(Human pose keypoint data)
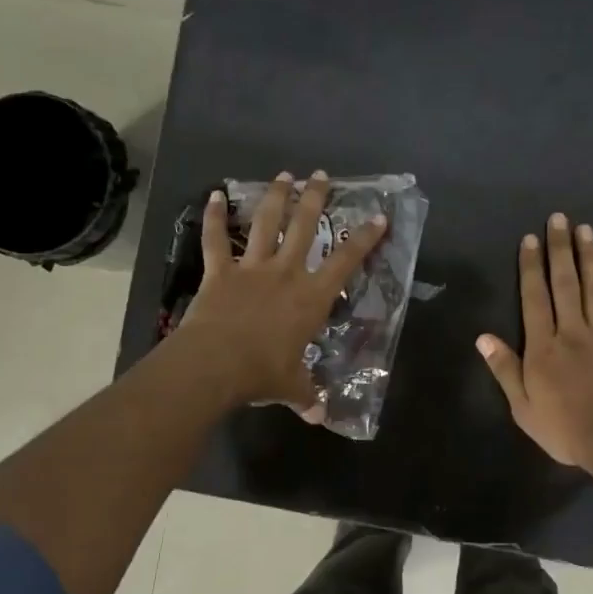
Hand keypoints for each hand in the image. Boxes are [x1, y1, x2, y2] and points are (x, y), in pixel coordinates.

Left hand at [176, 171, 386, 414]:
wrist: (215, 364)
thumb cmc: (262, 373)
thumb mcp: (291, 387)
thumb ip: (307, 397)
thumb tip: (319, 418)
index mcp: (311, 297)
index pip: (346, 261)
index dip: (365, 238)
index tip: (378, 216)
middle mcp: (286, 273)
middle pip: (305, 227)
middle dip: (314, 198)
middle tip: (321, 176)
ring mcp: (251, 268)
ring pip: (266, 223)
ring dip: (275, 197)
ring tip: (284, 175)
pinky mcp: (220, 272)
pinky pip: (216, 240)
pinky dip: (214, 217)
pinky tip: (214, 194)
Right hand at [477, 212, 592, 474]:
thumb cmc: (565, 429)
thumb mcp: (523, 407)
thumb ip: (505, 369)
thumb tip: (482, 337)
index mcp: (544, 348)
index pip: (534, 299)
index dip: (530, 268)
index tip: (530, 239)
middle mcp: (572, 333)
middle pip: (565, 285)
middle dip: (559, 251)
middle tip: (558, 219)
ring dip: (590, 258)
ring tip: (585, 230)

WORK REQUIRED> Leave the pictures out, then print every entry exactly as it reads.

COMPLETED EXERCISE>
Hand keypoints for each hand in the image. Boxes are [x1, y1, x2, y2] and points are (x, y), in pixel coordinates.

Left hand at [176, 171, 386, 414]:
wrist: (215, 364)
thumb cmc: (262, 373)
thumb mcp: (291, 387)
thumb ip: (307, 397)
thumb tip: (319, 418)
index mcp: (311, 297)
index pip: (346, 261)
index dip: (365, 238)
index tip: (378, 216)
middle mcp: (286, 273)
middle pip: (305, 227)
middle dip: (314, 198)
middle tip: (321, 176)
ring mcp: (251, 268)
ring pip: (266, 223)
ring dip: (275, 197)
ring tip: (284, 175)
pinky mcp: (220, 272)
pinky pip: (216, 240)
pinky dip: (214, 217)
pinky tip: (214, 194)
Right hand at [477, 212, 592, 474]:
thumb cmc: (565, 429)
thumb mcp: (523, 407)
thumb ip: (505, 369)
thumb tip: (482, 337)
index mcp: (544, 348)
index pip: (534, 299)
index dip: (530, 268)
index tip: (530, 239)
middle mcp: (572, 333)
middle pip: (565, 285)
middle dip: (559, 251)
middle tip: (558, 219)
ring dip: (590, 258)
ring tip: (585, 230)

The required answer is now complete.